Copy the entries below exactly; any picture among them should be left out.
--------------------
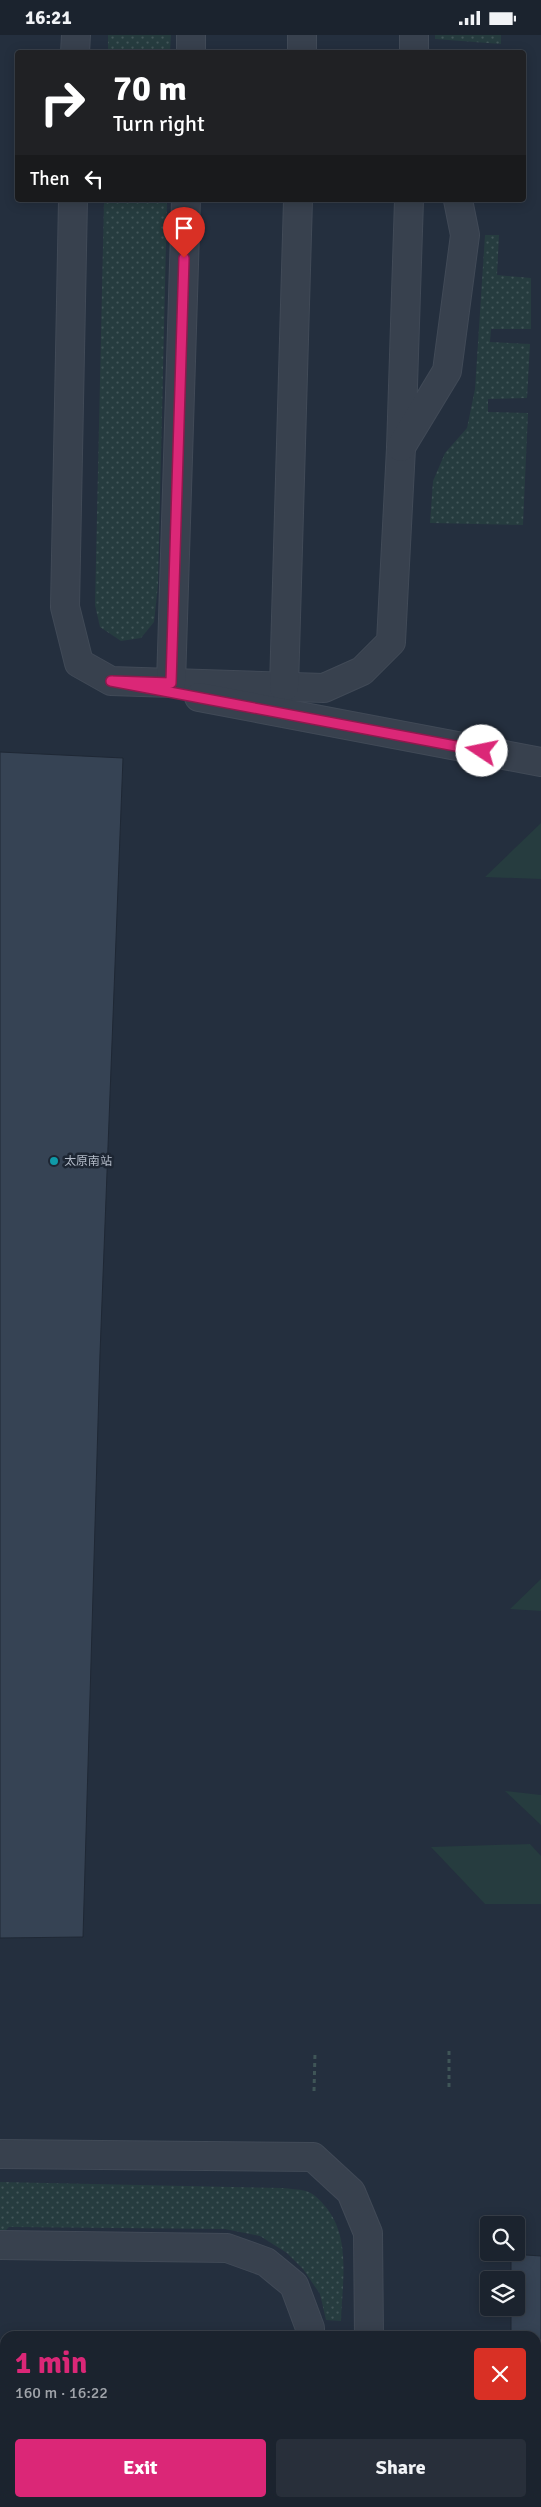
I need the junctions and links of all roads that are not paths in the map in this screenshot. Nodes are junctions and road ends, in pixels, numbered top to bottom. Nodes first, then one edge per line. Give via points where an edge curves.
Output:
1 (76, 35) edge
2 (191, 35) edge
3 (302, 35) edge
4 (414, 35) edge
5 (75, 50) edge
6 (191, 50) edge
7 (302, 50) edge
8 (414, 50) edge
9 (73, 202) edge
10 (186, 202) edge
11 (298, 202) edge
12 (409, 202) edge
13 (458, 202) edge
14 (401, 448) junction
15 (111, 681) junction
16 (171, 683) junction
17 (284, 687) junction
18 (541, 762) edge
19 (0, 2154) edge
20 (0, 2245) edge
21 (310, 2331) edge
22 (369, 2331) edge

1 - 5 street
2 - 6 street
3 - 7 street
4 - 8 street
9 - 15 street via 65,607 79,663
10 - 16 street
11 - 17 street
12 - 14 street
13 - 14 street via 465,235 447,371
14 - 17 street via 391,642 362,671 324,688
15 - 16 street
15 - 18 street
16 - 17 street
19 - 22 street via 313,2157 351,2192 368,2233
20 - 21 street via 227,2248 266,2262 294,2285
--------------------
(Task answer):
I need the junctions and links of all roads that are not paths in the map in this screenshot. Nodes are junctions and road ends, in pixels, numbered top to bottom. Nodes first, then one edge per line. Give via points where an edge curves.
Output:
1 (76, 35) edge
2 (191, 35) edge
3 (302, 35) edge
4 (414, 35) edge
5 (75, 50) edge
6 (191, 50) edge
7 (302, 50) edge
8 (414, 50) edge
9 (73, 202) edge
10 (186, 202) edge
11 (298, 202) edge
12 (409, 202) edge
13 (458, 202) edge
14 (401, 448) junction
15 (111, 681) junction
16 (171, 683) junction
17 (284, 687) junction
18 (541, 762) edge
19 (0, 2154) edge
20 (0, 2245) edge
21 (310, 2331) edge
22 (369, 2331) edge

1 - 5 street
2 - 6 street
3 - 7 street
4 - 8 street
9 - 15 street via 65,607 79,663
10 - 16 street
11 - 17 street
12 - 14 street
13 - 14 street via 465,235 447,371
14 - 17 street via 391,642 362,671 324,688
15 - 16 street
15 - 18 street
16 - 17 street
19 - 22 street via 313,2157 351,2192 368,2233
20 - 21 street via 227,2248 266,2262 294,2285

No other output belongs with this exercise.